Excerpts from a dataset
************
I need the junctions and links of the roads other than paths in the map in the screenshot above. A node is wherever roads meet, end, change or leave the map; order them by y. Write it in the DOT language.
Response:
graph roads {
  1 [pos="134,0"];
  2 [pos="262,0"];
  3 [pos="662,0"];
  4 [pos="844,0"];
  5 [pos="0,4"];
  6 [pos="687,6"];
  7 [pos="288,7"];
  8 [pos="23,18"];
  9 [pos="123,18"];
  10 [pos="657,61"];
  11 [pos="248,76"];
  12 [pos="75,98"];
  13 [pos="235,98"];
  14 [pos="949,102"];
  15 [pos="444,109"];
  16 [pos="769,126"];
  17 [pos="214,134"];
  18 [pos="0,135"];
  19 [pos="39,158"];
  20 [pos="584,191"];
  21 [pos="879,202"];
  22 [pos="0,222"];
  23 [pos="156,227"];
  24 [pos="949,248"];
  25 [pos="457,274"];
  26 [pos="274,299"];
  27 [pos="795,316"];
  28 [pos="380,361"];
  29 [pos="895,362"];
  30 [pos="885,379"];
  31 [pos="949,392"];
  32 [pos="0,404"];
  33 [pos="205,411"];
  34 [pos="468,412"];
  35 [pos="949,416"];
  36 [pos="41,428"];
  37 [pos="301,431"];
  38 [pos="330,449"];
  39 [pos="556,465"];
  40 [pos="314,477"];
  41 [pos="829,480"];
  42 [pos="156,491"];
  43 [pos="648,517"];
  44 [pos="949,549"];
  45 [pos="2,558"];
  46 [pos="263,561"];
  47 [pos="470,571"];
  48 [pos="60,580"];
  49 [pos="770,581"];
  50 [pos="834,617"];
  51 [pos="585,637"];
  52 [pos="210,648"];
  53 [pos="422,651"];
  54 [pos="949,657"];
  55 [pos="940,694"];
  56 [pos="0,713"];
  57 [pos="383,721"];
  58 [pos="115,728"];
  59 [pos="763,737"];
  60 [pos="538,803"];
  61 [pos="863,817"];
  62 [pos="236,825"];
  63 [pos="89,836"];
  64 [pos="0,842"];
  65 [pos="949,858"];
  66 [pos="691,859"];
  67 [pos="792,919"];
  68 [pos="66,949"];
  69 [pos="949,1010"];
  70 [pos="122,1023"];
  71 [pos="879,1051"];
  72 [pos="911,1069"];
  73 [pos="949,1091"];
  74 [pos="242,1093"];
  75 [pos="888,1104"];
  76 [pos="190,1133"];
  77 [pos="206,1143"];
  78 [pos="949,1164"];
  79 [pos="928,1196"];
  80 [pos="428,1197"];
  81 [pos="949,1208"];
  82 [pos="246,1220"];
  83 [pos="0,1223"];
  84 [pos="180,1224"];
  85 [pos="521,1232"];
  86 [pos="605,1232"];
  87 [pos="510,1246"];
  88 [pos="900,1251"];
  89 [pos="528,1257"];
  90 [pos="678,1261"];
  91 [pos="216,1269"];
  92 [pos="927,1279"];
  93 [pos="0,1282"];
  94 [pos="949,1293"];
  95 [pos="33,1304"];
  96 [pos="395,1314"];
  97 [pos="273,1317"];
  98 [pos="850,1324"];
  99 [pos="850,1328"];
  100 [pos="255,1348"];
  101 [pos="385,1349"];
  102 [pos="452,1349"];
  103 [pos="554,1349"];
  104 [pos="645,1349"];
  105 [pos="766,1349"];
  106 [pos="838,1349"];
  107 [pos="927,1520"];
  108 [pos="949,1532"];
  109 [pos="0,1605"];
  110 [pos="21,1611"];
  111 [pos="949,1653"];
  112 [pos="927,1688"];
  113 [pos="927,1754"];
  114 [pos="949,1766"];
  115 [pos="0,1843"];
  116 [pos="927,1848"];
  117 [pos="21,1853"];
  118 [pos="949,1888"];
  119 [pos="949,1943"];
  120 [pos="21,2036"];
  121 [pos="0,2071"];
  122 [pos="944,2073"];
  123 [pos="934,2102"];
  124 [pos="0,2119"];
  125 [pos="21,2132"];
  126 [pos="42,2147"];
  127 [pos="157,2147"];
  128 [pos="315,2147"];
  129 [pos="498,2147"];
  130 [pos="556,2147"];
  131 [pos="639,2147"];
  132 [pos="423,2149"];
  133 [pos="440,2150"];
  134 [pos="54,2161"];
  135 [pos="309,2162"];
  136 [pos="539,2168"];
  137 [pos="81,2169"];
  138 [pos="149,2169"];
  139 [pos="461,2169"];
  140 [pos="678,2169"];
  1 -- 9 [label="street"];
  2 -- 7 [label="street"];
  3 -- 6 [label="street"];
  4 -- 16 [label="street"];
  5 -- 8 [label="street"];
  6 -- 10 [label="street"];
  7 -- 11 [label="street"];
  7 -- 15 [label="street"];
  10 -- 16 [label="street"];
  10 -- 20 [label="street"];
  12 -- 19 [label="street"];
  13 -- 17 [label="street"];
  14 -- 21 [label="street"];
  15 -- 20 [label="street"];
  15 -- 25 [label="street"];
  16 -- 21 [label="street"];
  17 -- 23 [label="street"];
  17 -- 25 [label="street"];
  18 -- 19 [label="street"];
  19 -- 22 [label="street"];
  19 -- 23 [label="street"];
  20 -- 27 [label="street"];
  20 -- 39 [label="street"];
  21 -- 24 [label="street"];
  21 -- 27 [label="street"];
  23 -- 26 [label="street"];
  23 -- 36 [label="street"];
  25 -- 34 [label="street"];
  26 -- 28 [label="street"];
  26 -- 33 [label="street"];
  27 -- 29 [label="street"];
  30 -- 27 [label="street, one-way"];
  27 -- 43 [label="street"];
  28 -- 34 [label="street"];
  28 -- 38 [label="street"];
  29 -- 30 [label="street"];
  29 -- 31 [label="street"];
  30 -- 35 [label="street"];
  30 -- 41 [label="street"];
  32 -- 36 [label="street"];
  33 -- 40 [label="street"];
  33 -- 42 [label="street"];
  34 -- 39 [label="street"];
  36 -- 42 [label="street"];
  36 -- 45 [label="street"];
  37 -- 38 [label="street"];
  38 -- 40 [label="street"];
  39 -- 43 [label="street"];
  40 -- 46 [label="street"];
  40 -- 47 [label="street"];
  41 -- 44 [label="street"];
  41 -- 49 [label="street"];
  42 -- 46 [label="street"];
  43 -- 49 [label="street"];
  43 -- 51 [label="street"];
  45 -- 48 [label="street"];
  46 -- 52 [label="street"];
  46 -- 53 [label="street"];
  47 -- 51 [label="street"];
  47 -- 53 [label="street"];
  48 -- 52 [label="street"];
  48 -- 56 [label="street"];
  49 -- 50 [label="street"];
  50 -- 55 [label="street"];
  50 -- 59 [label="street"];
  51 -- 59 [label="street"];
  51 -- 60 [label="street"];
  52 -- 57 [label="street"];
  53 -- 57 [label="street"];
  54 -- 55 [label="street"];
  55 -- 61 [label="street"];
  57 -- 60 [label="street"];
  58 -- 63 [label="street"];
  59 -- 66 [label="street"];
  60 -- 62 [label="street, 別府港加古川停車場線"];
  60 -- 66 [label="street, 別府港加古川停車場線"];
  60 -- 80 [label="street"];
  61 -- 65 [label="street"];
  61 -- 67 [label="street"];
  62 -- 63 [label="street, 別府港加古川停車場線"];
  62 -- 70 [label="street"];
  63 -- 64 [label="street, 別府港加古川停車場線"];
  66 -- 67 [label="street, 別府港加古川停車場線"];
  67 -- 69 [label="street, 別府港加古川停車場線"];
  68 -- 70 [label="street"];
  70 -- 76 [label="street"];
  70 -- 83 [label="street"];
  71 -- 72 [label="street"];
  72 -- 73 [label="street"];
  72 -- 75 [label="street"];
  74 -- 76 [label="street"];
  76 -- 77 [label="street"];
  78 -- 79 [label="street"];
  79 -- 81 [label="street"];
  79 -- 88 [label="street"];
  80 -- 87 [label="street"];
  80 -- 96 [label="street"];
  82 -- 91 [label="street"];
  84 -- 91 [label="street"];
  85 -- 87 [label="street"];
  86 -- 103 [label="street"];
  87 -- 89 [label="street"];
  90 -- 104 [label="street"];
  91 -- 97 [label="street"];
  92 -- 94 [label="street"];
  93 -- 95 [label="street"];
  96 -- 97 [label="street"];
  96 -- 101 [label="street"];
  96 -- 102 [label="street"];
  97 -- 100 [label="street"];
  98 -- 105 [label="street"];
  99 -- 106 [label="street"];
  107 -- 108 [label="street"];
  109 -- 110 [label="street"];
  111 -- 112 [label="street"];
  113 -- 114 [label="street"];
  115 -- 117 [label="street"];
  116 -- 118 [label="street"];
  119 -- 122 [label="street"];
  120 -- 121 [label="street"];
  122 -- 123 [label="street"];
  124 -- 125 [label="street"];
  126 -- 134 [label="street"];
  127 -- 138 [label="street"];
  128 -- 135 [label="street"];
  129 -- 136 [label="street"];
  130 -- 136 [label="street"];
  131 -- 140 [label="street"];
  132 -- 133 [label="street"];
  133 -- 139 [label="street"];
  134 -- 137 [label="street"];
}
************
> [Requirement]:
Note every line of the entries in which "roads" appears, and copy it down.

> [Answer to the problem]:
I need the junctions and links of the roads other than paths in the map in the screenshot above. A node is wherever roads meet, end, change or leave the map; order them by y. Write it in the DOT language.
graph roads {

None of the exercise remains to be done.